Sure, that's understandable. It does break the fourth wall of immersion by requiring out-of-character consideration. Personally, I think it's a very minor storywank inclusion - if you put it on the spectrum between CoC 6e and Modiphius, it's not going to be anywhere near the latter. ;)

If you feel that way about bonds, you'd also probably want to also reject or modify the "Home" part of play (which is a little like Pendragon's Winter phase, I guess). Where agents can rebuild Bonds (or create new ones), or train skills, or research Mythos tomes, or get some psychotherapy. The former would also be fourth-wall, player storyboarding his character's downtime, type of experience.

The Butcher

#59
Quote from: CRKrueger;858217Oh so Cthulhu can PUNCH you in the Mary Jane...but only if you as a Player don't want the Character to accept Sanity Loss.

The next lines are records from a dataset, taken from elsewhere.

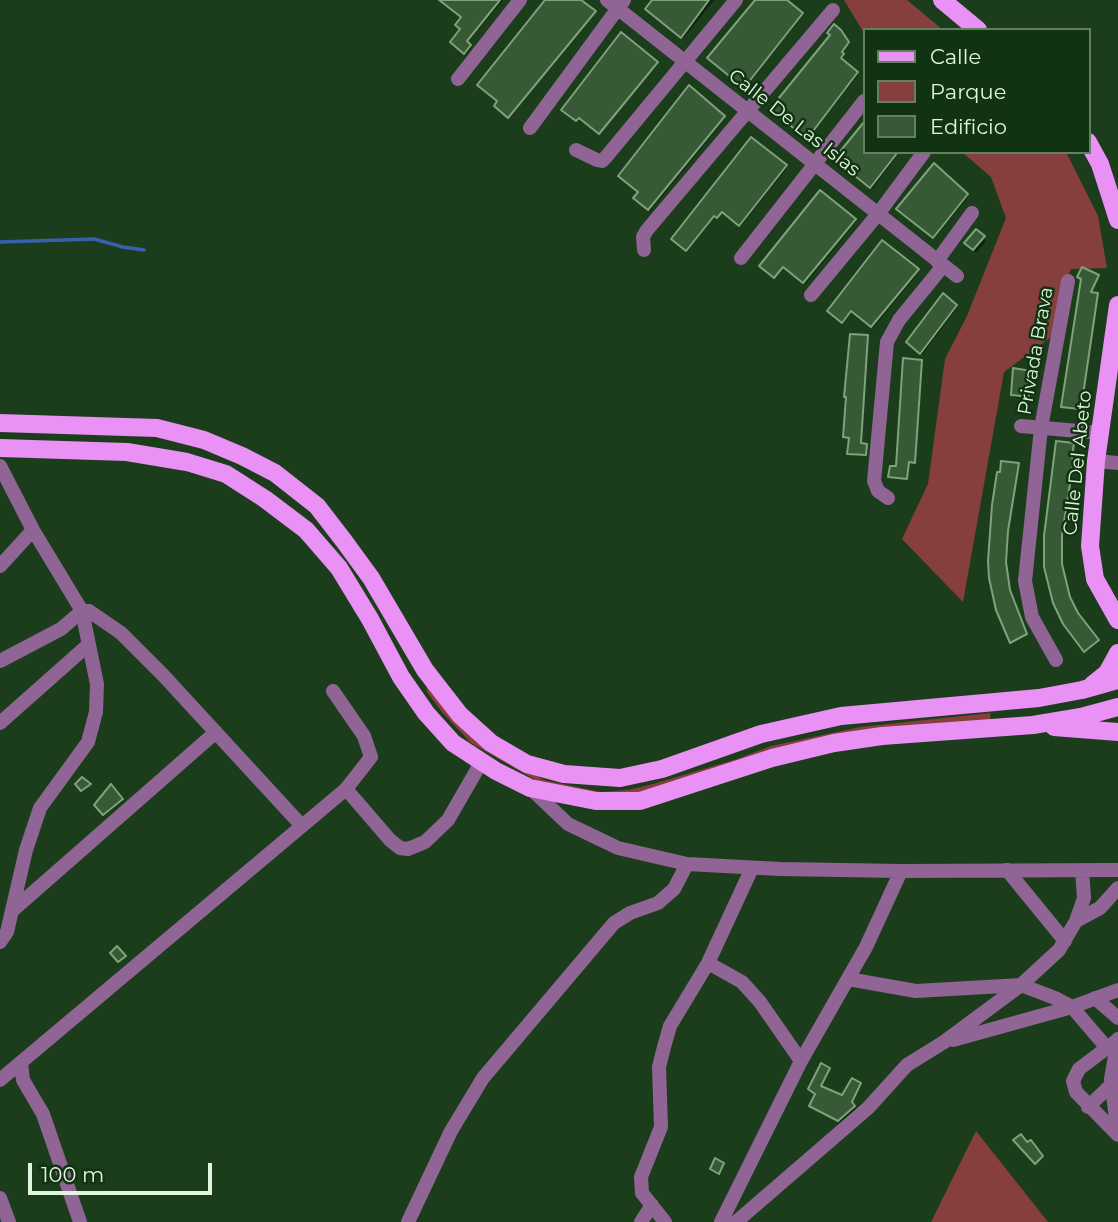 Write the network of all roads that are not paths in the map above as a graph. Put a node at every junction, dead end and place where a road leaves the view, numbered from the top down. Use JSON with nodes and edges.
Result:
{"nodes":[{"id":1,"x":520,"y":0,"type":"edge"},
{"id":2,"x":736,"y":0,"type":"edge"},
{"id":3,"x":942,"y":0,"type":"edge"},
{"id":4,"x":616,"y":3,"type":"edge"},
{"id":5,"x":833,"y":10,"type":"dead end"},
{"id":6,"x":976,"y":28,"type":"edge"},
{"id":7,"x":685,"y":62,"type":"junction"},
{"id":8,"x":458,"y":79,"type":"dead end"},
{"id":9,"x":862,"y":104,"type":"edge"},
{"id":10,"x":747,"y":111,"type":"junction"},
{"id":11,"x":530,"y":128,"type":"dead end"},
{"id":12,"x":1090,"y":145,"type":"edge"},
{"id":13,"x":576,"y":150,"type":"dead end"},
{"id":14,"x":923,"y":154,"type":"edge"},
{"id":15,"x":814,"y":164,"type":"junction"},
{"id":16,"x":972,"y":213,"type":"dead end"},
{"id":17,"x":878,"y":214,"type":"junction"},
{"id":18,"x":1118,"y":220,"type":"edge"},
{"id":19,"x":644,"y":250,"type":"dead end"},
{"id":20,"x":741,"y":258,"type":"dead end"},
{"id":21,"x":940,"y":263,"type":"junction"},
{"id":22,"x":957,"y":276,"type":"dead end"},
{"id":23,"x":1068,"y":281,"type":"dead end"},
{"id":24,"x":811,"y":295,"type":"dead end"},
{"id":25,"x":1118,"y":305,"type":"edge"},
{"id":26,"x":0,"y":423,"type":"edge"},
{"id":27,"x":1021,"y":426,"type":"dead end"},
{"id":28,"x":1041,"y":428,"type":"junction"},
{"id":29,"x":1101,"y":433,"type":"junction"},
{"id":30,"x":0,"y":449,"type":"edge"},
{"id":31,"x":1096,"y":461,"type":"junction"},
{"id":32,"x":1118,"y":463,"type":"edge"},
{"id":33,"x":0,"y":466,"type":"edge"},
{"id":34,"x":888,"y":498,"type":"dead end"},
{"id":35,"x":33,"y":530,"type":"junction"},
{"id":36,"x":0,"y":566,"type":"edge"},
{"id":37,"x":82,"y":611,"type":"junction"},
{"id":38,"x":1118,"y":620,"type":"edge"},
{"id":39,"x":88,"y":645,"type":"junction"},
{"id":40,"x":1118,"y":653,"type":"edge"},
{"id":41,"x":1056,"y":660,"type":"dead end"},
{"id":42,"x":0,"y":661,"type":"edge"},
{"id":43,"x":425,"y":670,"type":"junction"},
{"id":44,"x":401,"y":677,"type":"junction"},
{"id":45,"x":1118,"y":680,"type":"edge"},
{"id":46,"x":1082,"y":690,"type":"junction"},
{"id":47,"x":333,"y":691,"type":"dead end"},
{"id":48,"x":1118,"y":707,"type":"edge"},
{"id":49,"x":0,"y":723,"type":"edge"},
{"id":50,"x":1033,"y":725,"type":"junction"},
{"id":51,"x":216,"y":732,"type":"junction"},
{"id":52,"x":1118,"y":732,"type":"edge"},
{"id":53,"x":482,"y":761,"type":"junction"},
{"id":54,"x":530,"y":788,"type":"junction"},
{"id":55,"x":346,"y":789,"type":"junction"},
{"id":56,"x":302,"y":826,"type":"junction"},
{"id":57,"x":687,"y":864,"type":"junction"},
{"id":58,"x":752,"y":868,"type":"junction"},
{"id":59,"x":1007,"y":870,"type":"junction"},
{"id":60,"x":1082,"y":870,"type":"junction"},
{"id":61,"x":1118,"y":870,"type":"edge"},
{"id":62,"x":901,"y":871,"type":"junction"},
{"id":63,"x":1118,"y":888,"type":"edge"},
{"id":64,"x":12,"y":911,"type":"junction"},
{"id":65,"x":1076,"y":921,"type":"junction"},
{"id":66,"x":1065,"y":941,"type":"junction"},
{"id":67,"x":0,"y":942,"type":"edge"},
{"id":68,"x":708,"y":963,"type":"junction"},
{"id":69,"x":848,"y":979,"type":"junction"},
{"id":70,"x":1021,"y":985,"type":"junction"},
{"id":71,"x":1118,"y":990,"type":"edge"},
{"id":72,"x":1095,"y":998,"type":"junction"},
{"id":73,"x":1072,"y":1007,"type":"junction"},
{"id":74,"x":1118,"y":1018,"type":"edge"},
{"id":75,"x":944,"y":1042,"type":"junction"},
{"id":76,"x":1114,"y":1043,"type":"edge"},
{"id":77,"x":801,"y":1061,"type":"junction"},
{"id":78,"x":21,"y":1062,"type":"junction"},
{"id":79,"x":0,"y":1080,"type":"edge"},
{"id":80,"x":1112,"y":1084,"type":"junction"},
{"id":81,"x":1088,"y":1107,"type":"junction"},
{"id":82,"x":1117,"y":1135,"type":"edge"},
{"id":83,"x":0,"y":1198,"type":"edge"},
{"id":84,"x":652,"y":1205,"type":"junction"},
{"id":85,"x":9,"y":1222,"type":"edge"},
{"id":86,"x":80,"y":1222,"type":"edge"},
{"id":87,"x":408,"y":1222,"type":"edge"},
{"id":88,"x":641,"y":1222,"type":"edge"},
{"id":89,"x":665,"y":1222,"type":"edge"},
{"id":90,"x":721,"y":1222,"type":"edge"},
{"id":91,"x":736,"y":1222,"type":"edge"}],
"edges":[{"from":1,"to":8,"type":"street"},
{"from":2,"to":7,"type":"street"},
{"from":3,"to":6,"type":"main road"},
{"from":4,"to":7,"type":"street","name":"Calle De Las Islas"},
{"from":4,"to":11,"type":"street"},
{"from":5,"to":10,"type":"street"},
{"from":7,"to":10,"type":"street","name":"Calle De Las Islas"},
{"from":7,"to":13,"type":"street"},
{"from":9,"to":15,"type":"street"},
{"from":10,"to":15,"type":"street","name":"Calle De Las Islas"},
{"from":10,"to":19,"type":"street"},
{"from":12,"to":18,"type":"main road"},
{"from":14,"to":17,"type":"street"},
{"from":15,"to":17,"type":"street","name":"Calle De Las Islas"},
{"from":15,"to":20,"type":"street"},
{"from":16,"to":21,"type":"street"},
{"from":17,"to":21,"type":"street","name":"Calle De Las Islas"},
{"from":17,"to":24,"type":"street"},
{"from":21,"to":22,"type":"street","name":"Calle De Las Islas"},
{"from":21,"to":34,"type":"street"},
{"from":23,"to":28,"type":"street","name":"Privada Brava"},
{"from":25,"to":29,"type":"main road","name":"Calle Del Abeto"},
{"from":26,"to":43,"type":"main road"},
{"from":27,"to":28,"type":"street"},
{"from":28,"to":29,"type":"street"},
{"from":28,"to":41,"type":"street","name":"Privada Brava"},
{"from":29,"to":31,"type":"main road","name":"Calle Del Abeto"},
{"from":30,"to":44,"type":"main road"},
{"from":31,"to":32,"type":"street"},
{"from":31,"to":38,"type":"main road","name":"Calle Del Abeto"},
{"from":33,"to":35,"type":"street"},
{"from":35,"to":36,"type":"street"},
{"from":35,"to":37,"type":"street"},
{"from":37,"to":39,"type":"street"},
{"from":37,"to":42,"type":"street"},
{"from":37,"to":51,"type":"street"},
{"from":39,"to":49,"type":"street"},
{"from":39,"to":64,"type":"street"},
{"from":40,"to":46,"type":"main road"},
{"from":43,"to":44,"type":"main road"},
{"from":43,"to":46,"type":"main road"},
{"from":44,"to":53,"type":"main road"},
{"from":45,"to":46,"type":"main road"},
{"from":47,"to":55,"type":"street"},
{"from":48,"to":50,"type":"main road"},
{"from":50,"to":52,"type":"main road"},
{"from":50,"to":54,"type":"main road"},
{"from":51,"to":56,"type":"street"},
{"from":51,"to":64,"type":"street"},
{"from":53,"to":54,"type":"main road"},
{"from":53,"to":55,"type":"street"},
{"from":54,"to":57,"type":"street"},
{"from":55,"to":56,"type":"street"},
{"from":56,"to":78,"type":"street"},
{"from":57,"to":58,"type":"street"},
{"from":57,"to":87,"type":"street"},
{"from":58,"to":62,"type":"street"},
{"from":58,"to":68,"type":"street"},
{"from":59,"to":60,"type":"street"},
{"from":59,"to":62,"type":"street"},
{"from":59,"to":66,"type":"street"},
{"from":60,"to":61,"type":"street"},
{"from":60,"to":65,"type":"street"},
{"from":62,"to":69,"type":"street"},
{"from":63,"to":65,"type":"street"},
{"from":64,"to":67,"type":"street"},
{"from":65,"to":66,"type":"street"},
{"from":66,"to":70,"type":"street"},
{"from":68,"to":77,"type":"street"},
{"from":68,"to":84,"type":"street"},
{"from":69,"to":70,"type":"street"},
{"from":69,"to":77,"type":"street"},
{"from":70,"to":73,"type":"street"},
{"from":70,"to":75,"type":"street"},
{"from":71,"to":72,"type":"street"},
{"from":72,"to":73,"type":"street"},
{"from":72,"to":74,"type":"street"},
{"from":73,"to":75,"type":"street"},
{"from":73,"to":76,"type":"street"},
{"from":75,"to":91,"type":"street"},
{"from":76,"to":80,"type":"street"},
{"from":76,"to":81,"type":"street"},
{"from":77,"to":90,"type":"street"},
{"from":78,"to":79,"type":"street"},
{"from":78,"to":86,"type":"street"},
{"from":80,"to":81,"type":"street"},
{"from":80,"to":82,"type":"street"},
{"from":81,"to":82,"type":"street"},
{"from":83,"to":85,"type":"street"},
{"from":84,"to":88,"type":"street"},
{"from":84,"to":89,"type":"street"}]}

I'm not sure that's a fair characterization.

Bonds sound like ToC Sources of Stability.

Quote from: Trail of Cthulhu Player's Guide, p. 81, "Refreshing Stability Between Adventures"In campaigns using Sources of Stability, the Investigator must spend calm, undisturbed quality time with his Sources, allowing him to forget the shadowy world of the Mythos for a moment. Keepers who wish to add a soap opera element to their campaigns, in which the Investigators must balance the everyday pressures of ordinary life against their activities as covert battlers of the supernatural, can complicate this process. In this campaign type, the Investigators must work to keep their support networks intact. If they fail, they refresh no Stability between episodes.

That's not "Cthulhu punches you in the girlfriend." That's "your loved ones keep you sane, but as you keep seeing weird shit you lose the capacity to relate and spiral into madness."

Sounds tricky to implement, but it's not "dissociated" and something a good GM can manage.

I'll look into the playtest doc and report back.